Brasil Hoje

o que o RH deve conferir nos contratos?


Empresas que oferecem vale-alimentação (VA) ou vale-refeição (VR) aos trabalhadores devem revisar os contratos mantidos com fornecedores dos benefícios. As regras estabelecidas pelo Decreto nº 12.712/2025 alcançam todas as empresas que concedem ou operam esses benefícios, independentemente de participação no Programa de Alimentação do Trabalhador (PAT).

A regulamentação também abrange a cadeia de operação dos benefícios, incluindo empresas emissoras, credenciadoras e demais agentes envolvidos. Para o setor de Recursos Humanos (RH), a revisão dos contratos pode ajudar a verificar se as condições negociadas estão de acordo com os parâmetros estabelecidos.

Confira as taxas cobradas

Um dos primeiros pontos que o RH deve verificar é a taxa de desconto aplicada às transações realizadas nos estabelecimentos credenciados.

O decreto estabelece limite de 3,6% para a taxa de desconto (MDR) incidente sobre operações realizadas em restaurantes, supermercados e outros estabelecimentos que aceitam os benefícios. A regra vale tanto para o vale-alimentação quanto para o vale-refeição.

O RH também deve verificar se o contrato prevê cobranças adicionais aos estabelecimentos comerciais, como taxas de adesão, anuidades ou outras tarifas. Essas cobranças são vedadas pela regulamentação.

Verifique o prazo de liquidação

Outro item que deve ser conferido nos contratos é o prazo de pagamento aos estabelecimentos credenciados.

Segundo o Ministério do Trabalho e Emprego, o prazo máximo para a liquidação financeira das operações é de 15 dias corridos. A regra integra os parâmetros comerciais estabelecidos para o funcionamento dos benefícios.

Por isso, o RH pode verificar se as cláusulas do contrato com a fornecedora estão alinhadas ao prazo definido na regulamentação.

Atenção a rebates e vantagens financeiras

Os contratos também devem ser analisados em relação à existência de rebates, deságios ou outras vantagens financeiras indiretas oferecidas à empresa contratante em razão da contratação dos serviços.

Essas práticas são vedadas pelo Decreto nº 12.712/2025. O objetivo da regulamentação é estabelecer condições uniformes para a operação dos benefícios e preservar sua finalidade legal.

Assim, o RH deve avaliar não apenas o preço apresentado pelo fornecedor, mas também a estrutura de taxas, descontos e eventuais vantagens previstas no contrato.

Benefício deve ser usado exclusivamente para alimentação

Outro ponto que merece atenção é a finalidade dos valores disponibilizados aos trabalhadores.

O auxílio-alimentação e o auxílio-refeição devem ser utilizados exclusivamente para a aquisição de alimentos e refeições. O Ministério do Trabalho e Emprego aponta como práticas vedadas o uso dos recursos para serviços ou benefícios que não estejam relacionados à alimentação, como academias e programas de cashback.

O RH deve, portanto, conferir se o fornecedor oferece funcionalidades ou benefícios adicionais que possam descaracterizar a finalidade do auxílio.

Regras valem mesmo fora do PAT

A regulamentação não se limita às empresas inscritas no Programa de Alimentação do Trabalhador. O Ministério do Trabalho e Emprego esclarece que as regras se aplicam às empresas que concedem ou operam VA e VR, independentemente da adesão ao programa.
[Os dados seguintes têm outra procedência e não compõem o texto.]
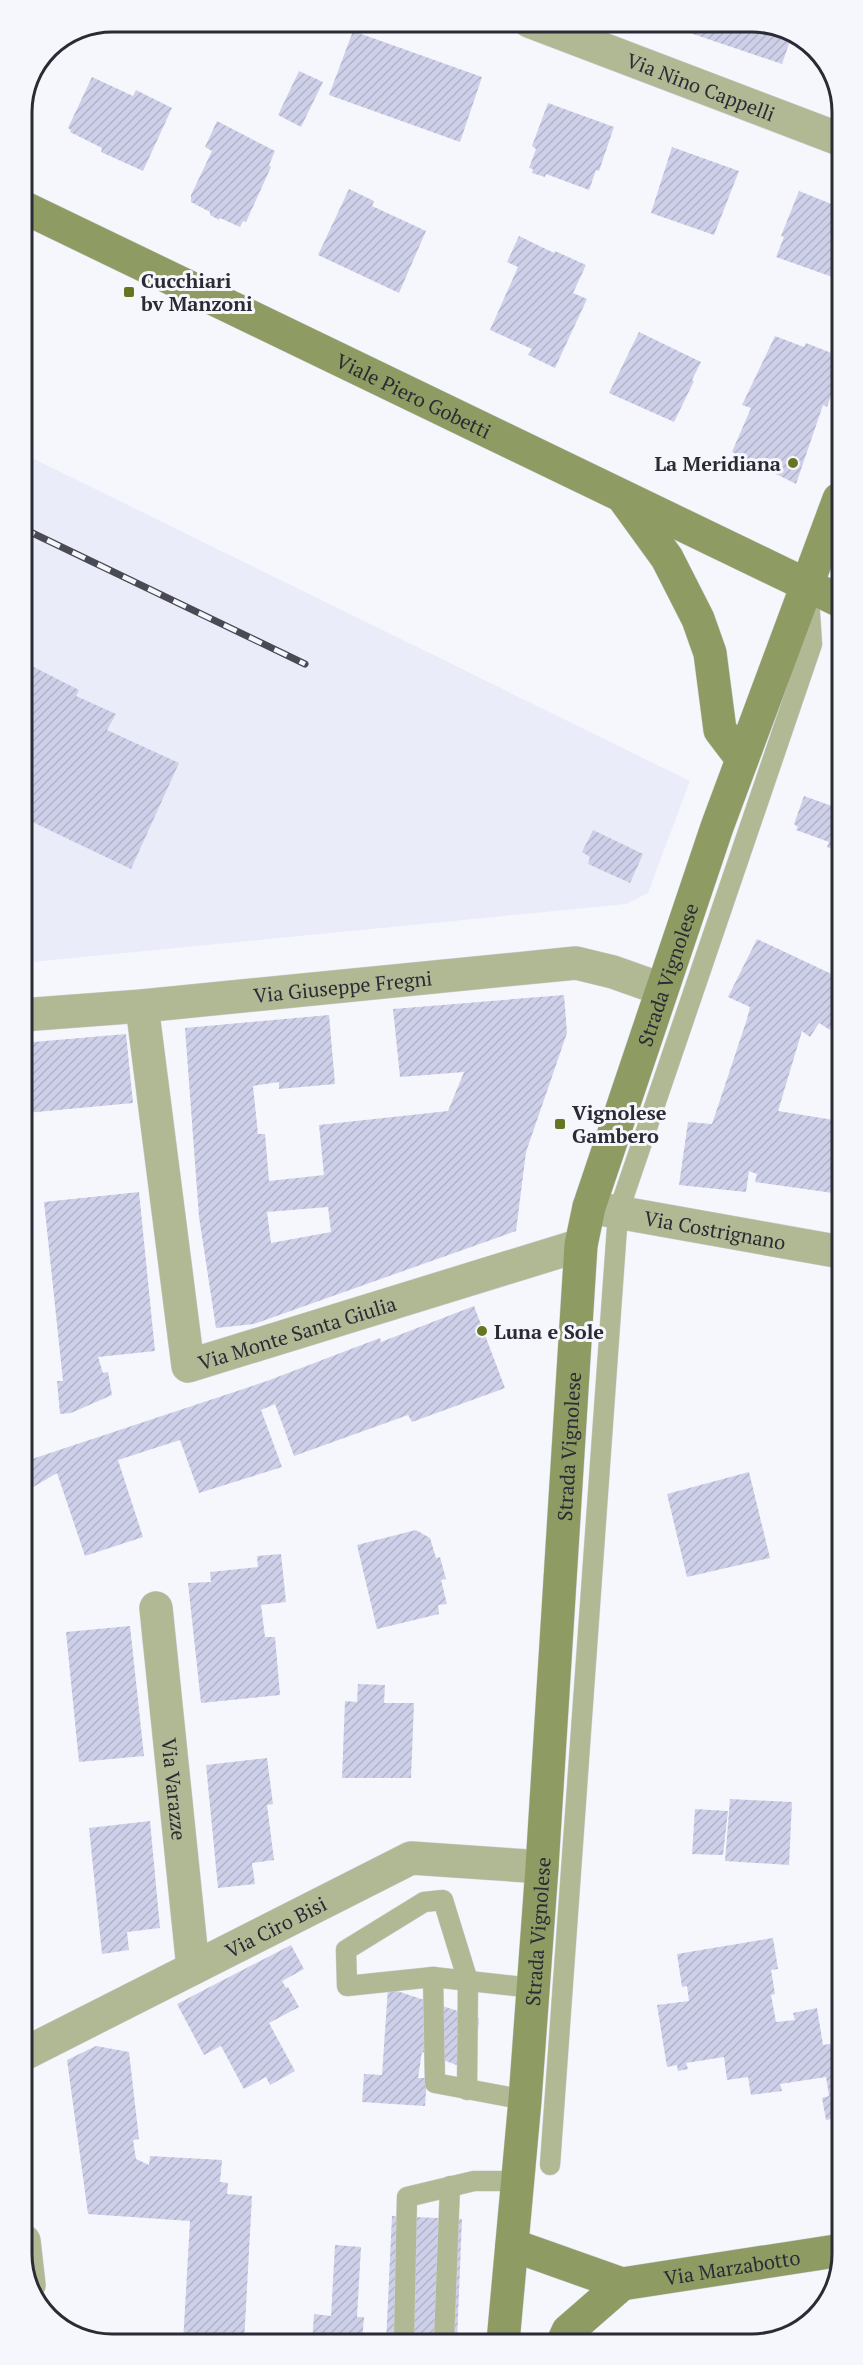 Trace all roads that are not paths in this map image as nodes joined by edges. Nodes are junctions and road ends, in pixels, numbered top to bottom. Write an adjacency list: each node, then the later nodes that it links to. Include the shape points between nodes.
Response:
1 (558, 32): 2 (street, Via Nino Cappelli)
2 (832, 136)
3 (32, 211): 4 (main road, Viale Piero Gobetti)
4 (622, 496): 6 (main road, Viale Piero Gobetti); 8 (main road, via 667,558 698,619 710,653 720,730)
5 (832, 519): 6 (main road, Strada Vignolese)
6 (808, 586): 7 (main road, Viale Piero Gobetti); 8 (main road, Strada Vignolese); 12 (lane, Strada Vignolese, via 812,644)
7 (832, 597)
8 (742, 759): 9 (main road, Strada Vignolese)
9 (661, 989): 10 (street, Via Giuseppe Fregni, via 576,963); 12 (main road, Strada Vignolese)
10 (142, 1006): 11 (street, Via Giuseppe Fregni); 13 (street, Via Monte Santa Giulia, via 188,1366)
11 (32, 1014)
12 (603, 1210): 13 (main road, Strada Vignolese); 14 (street, Via Costrignano); 24 (lane, Strada Vignolese)
13 (581, 1245): 16 (main road, Strada Vignolese)
14 (832, 1250)
15 (156, 1608): 17 (street, Via Varazze)
16 (542, 1867): 17 (street, Via Ciro Bisi, via 411,1858); 20 (main road, Strada Vignolese)
17 (193, 1968): 21 (street, Via Ciro Bisi)
18 (433, 1977): 19 (lane); 19 (lane, via 347,1986 346,1950 424,1902 443,1900); 22 (lane, via 435,2083)
19 (468, 1981): 20 (lane); 22 (lane)
20 (533, 1988): 23 (main road, Strada Vignolese)
21 (32, 2050)
22 (466, 2090): 23 (lane)
23 (525, 2100): 25 (main road, Strada Vignolese)
24 (550, 2165)
25 (517, 2181): 26 (lane, via 474,2181); 27 (main road, Strada Vignolese)
26 (450, 2186): 30 (lane, via 407,2197); 31 (lane)
27 (512, 2245): 29 (main road, Via Marzabotto); 32 (main road, Strada Vignolese)
28 (832, 2252): 29 (main road, Via Marzabotto)
29 (622, 2284): 33 (main road)
30 (404, 2333)
31 (444, 2334)
32 (504, 2334)
33 (567, 2334)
Isso significa que a revisão contratual também é relevante para empresas que oferecem os benefícios fora do PAT.

O que o RH deve conferir no contrato

Na prática, a área de Recursos Humanos pode utilizar a seguinte lista para revisar os contratos com fornecedores de VA e VR:

  1. Taxa de desconto (MDR) dentro do limite de 3,6%;
  2. Prazo de liquidação financeira de, no máximo, 15 dias corridos;
  3. Ausência de taxas de adesão, anuidades e outras cobranças adicionais aos estabelecimentos;
  4. Inexistência de rebates, deságios ou vantagens financeiras indiretas;
  5. Utilização dos recursos exclusivamente para compra de alimentos e refeições;
  6. Aplicação das mesmas regras independentemente de a empresa estar ou não inscrita no PAT.
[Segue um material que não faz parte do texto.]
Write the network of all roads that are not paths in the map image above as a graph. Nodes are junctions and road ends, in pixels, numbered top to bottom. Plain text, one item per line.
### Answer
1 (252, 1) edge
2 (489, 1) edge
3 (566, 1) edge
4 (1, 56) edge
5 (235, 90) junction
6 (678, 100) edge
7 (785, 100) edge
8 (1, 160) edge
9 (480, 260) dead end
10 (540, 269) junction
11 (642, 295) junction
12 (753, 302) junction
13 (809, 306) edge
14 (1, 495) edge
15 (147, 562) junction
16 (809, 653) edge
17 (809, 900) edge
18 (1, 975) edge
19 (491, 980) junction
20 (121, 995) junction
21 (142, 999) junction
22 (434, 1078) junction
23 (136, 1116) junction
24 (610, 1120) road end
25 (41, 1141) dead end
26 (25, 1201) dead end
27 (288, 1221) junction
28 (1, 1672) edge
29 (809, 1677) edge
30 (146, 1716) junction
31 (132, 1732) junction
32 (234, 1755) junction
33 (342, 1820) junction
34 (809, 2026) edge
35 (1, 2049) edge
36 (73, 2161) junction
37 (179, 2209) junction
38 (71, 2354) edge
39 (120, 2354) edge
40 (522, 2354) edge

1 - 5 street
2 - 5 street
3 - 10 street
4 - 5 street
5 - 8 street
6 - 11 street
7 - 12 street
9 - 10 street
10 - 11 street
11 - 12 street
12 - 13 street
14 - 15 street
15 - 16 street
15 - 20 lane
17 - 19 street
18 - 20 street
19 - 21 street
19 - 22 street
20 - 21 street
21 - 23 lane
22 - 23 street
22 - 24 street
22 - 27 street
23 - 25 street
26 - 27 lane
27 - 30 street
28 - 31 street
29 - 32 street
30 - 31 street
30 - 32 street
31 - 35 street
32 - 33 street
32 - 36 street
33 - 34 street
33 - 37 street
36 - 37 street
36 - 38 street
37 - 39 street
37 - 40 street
O descumprimento das regras pode resultar em sanções administrativas. Segundo o Ministério do Trabalho e Emprego, as multas variam de R$ 5 mil a R$ 50 mil e podem ser aplicadas em dobro em caso de reincidência ou de embaraço à fiscalização.

Além das multas, empresas que descumprirem a regulamentação podem deixar de usufruir benefícios fiscais e administrativos previstos na legislação, quando aplicáveis, incluindo aqueles relacionados ao PAT e à dedução de despesas com alimentação no Imposto sobre a Renda da Pessoa Jurídica (IRPJ).